If you look at Table S3 (the excel spreadsheet in the full text of the paper you link above), it shows improvements across all 3 diets for the Time Restricted Feeding (either by body comp, or biomarkers for health, or both).
Regarding calories consumed. I don't think anyone is saying TRF means not having to worry about the amount or the quality of the food you eat...
It is showing us that the TIMING of food intake may be as important as how much and what and could be why some people who watch how much and what they eat, aren't getting the results they think they should.
Yes people seem to respond to nutritional parameters on an individual basis, maybe also for the parameter of timing. To disregard it as a parameter worth looking into, after looking at those results seems to indicate a rigid view...
Maybe I welcome this sort of thing because (I like to think) I look at the human as a complex system (...within a complex system etc). The better complex systems can follow their natural dynamical synchronisation, the more adaptable they are, and the more organisation (evolution/growth) can occur.

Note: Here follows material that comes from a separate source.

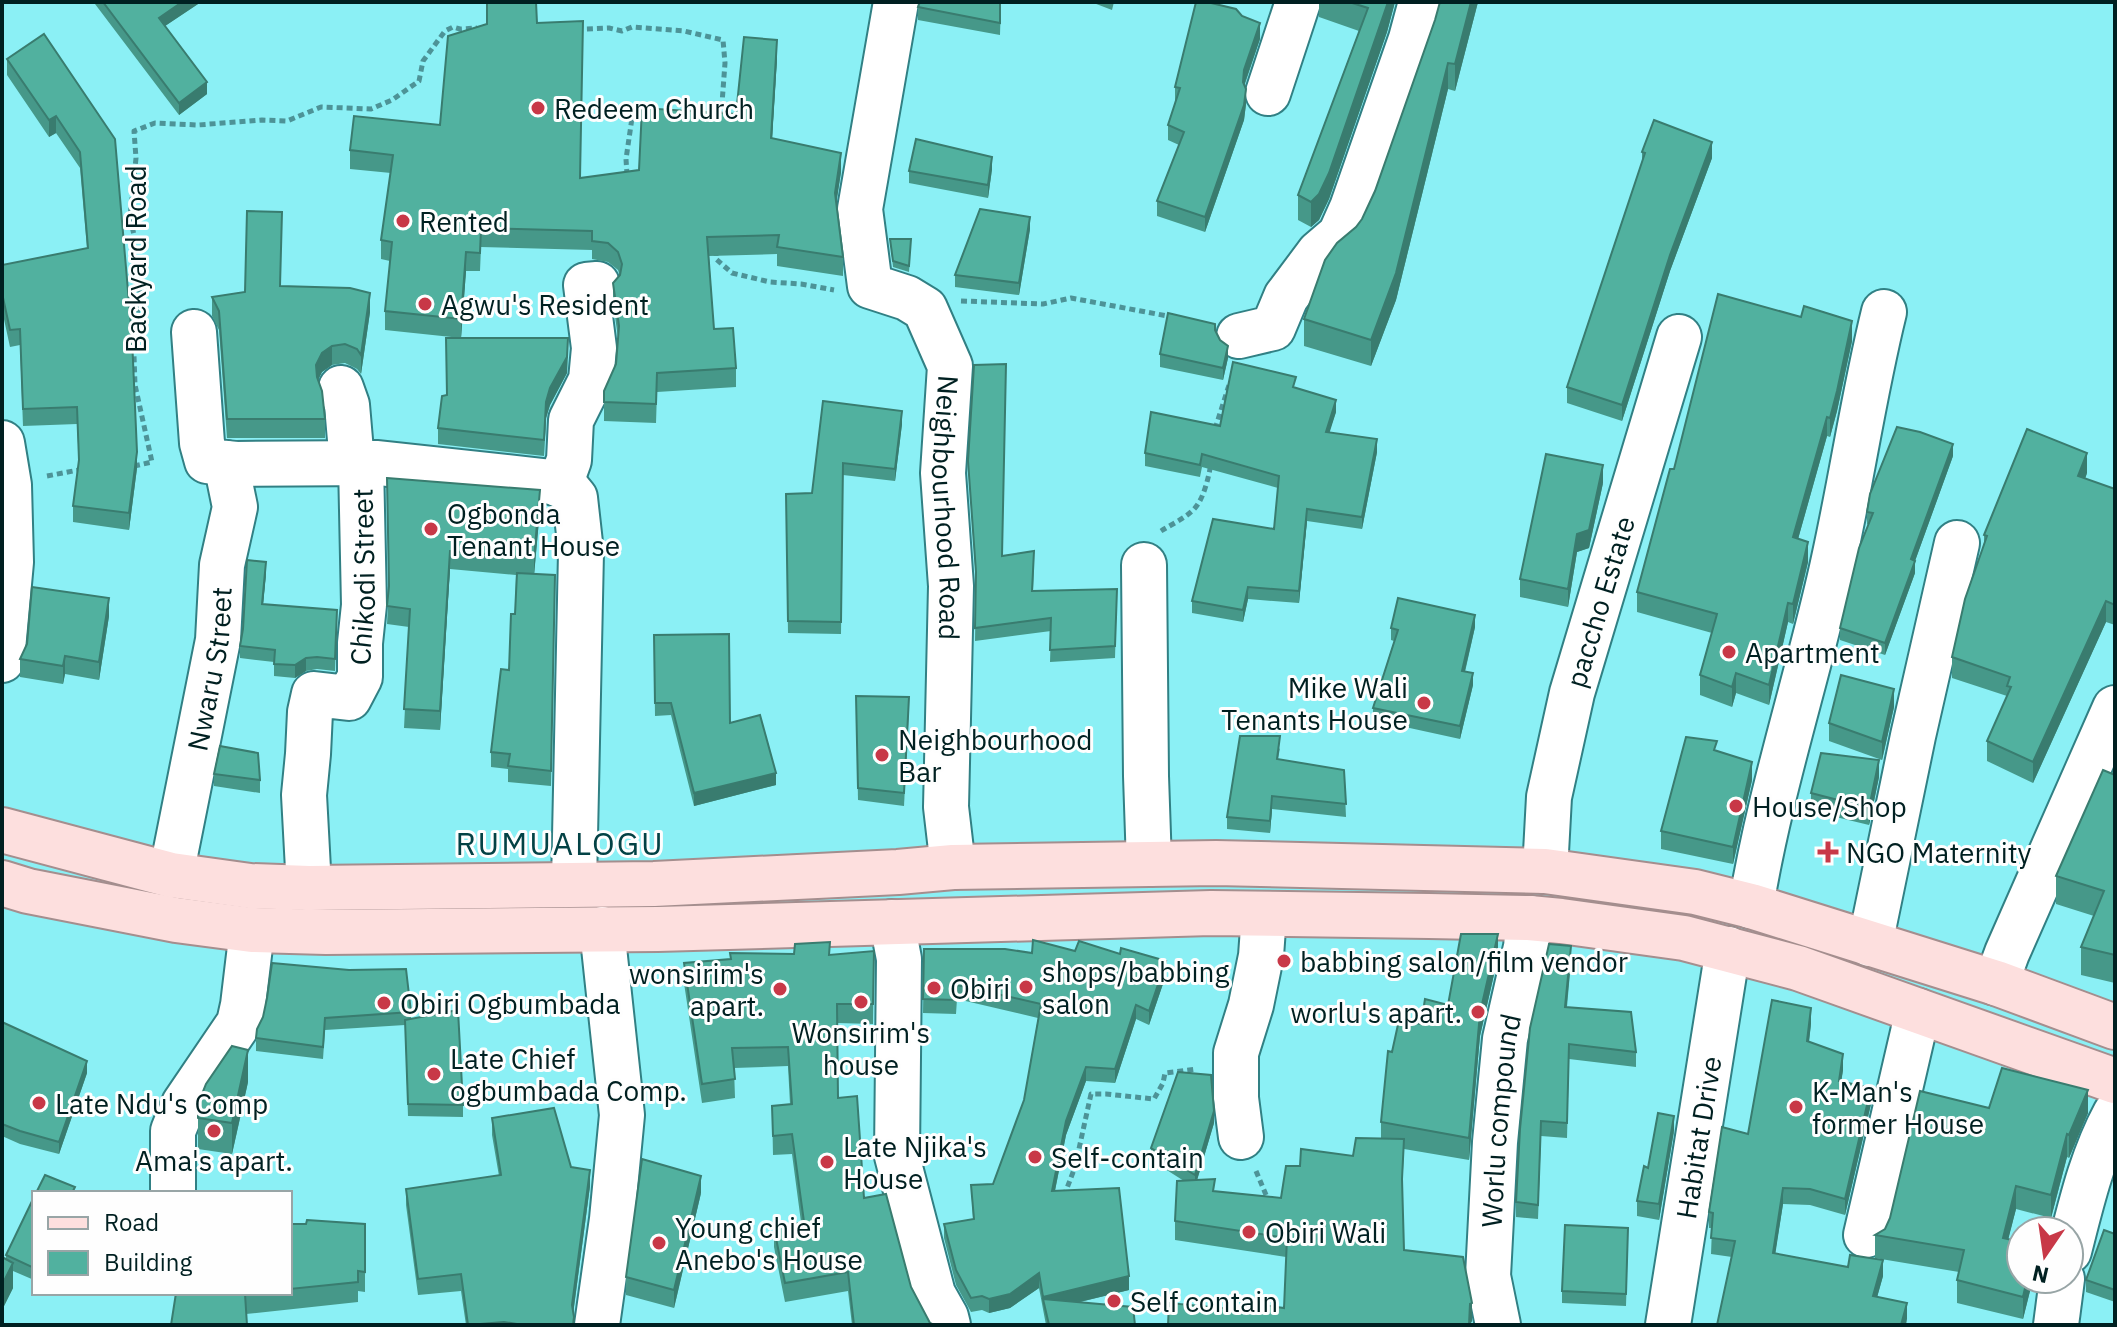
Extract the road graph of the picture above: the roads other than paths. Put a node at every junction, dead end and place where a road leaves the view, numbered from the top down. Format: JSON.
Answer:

What if a departure from some long forgotten diurnal patterning has led to a chronic foundational stress. Those markers they're looking at, inflammation etc... Right there that's immune function, dysregulation of an ancient, intelligent system (...did someone say cancer etc). Plus cytokines can induce expression across the blood brain barrier so that then leads to impaired contextual information and what we are learning about cognition, neuro development and degeneration etc...
I don't want to seem too excited, but I am certainly interested in where this can go as far as helping with improving people's lives.
As to that ugly woman with her strawman anti-paleo rant on TEDx... Just as bad as that other cynical self-promoting cunt with the TEDx talk about stress being good for you... Jesus... I've never been a fan of the whole 'paleo' thing, but this trend of doing 'clickbait' TEDx talks to enhance professional exposure will be looked back on as the scientific profession's version of doing a sex tape.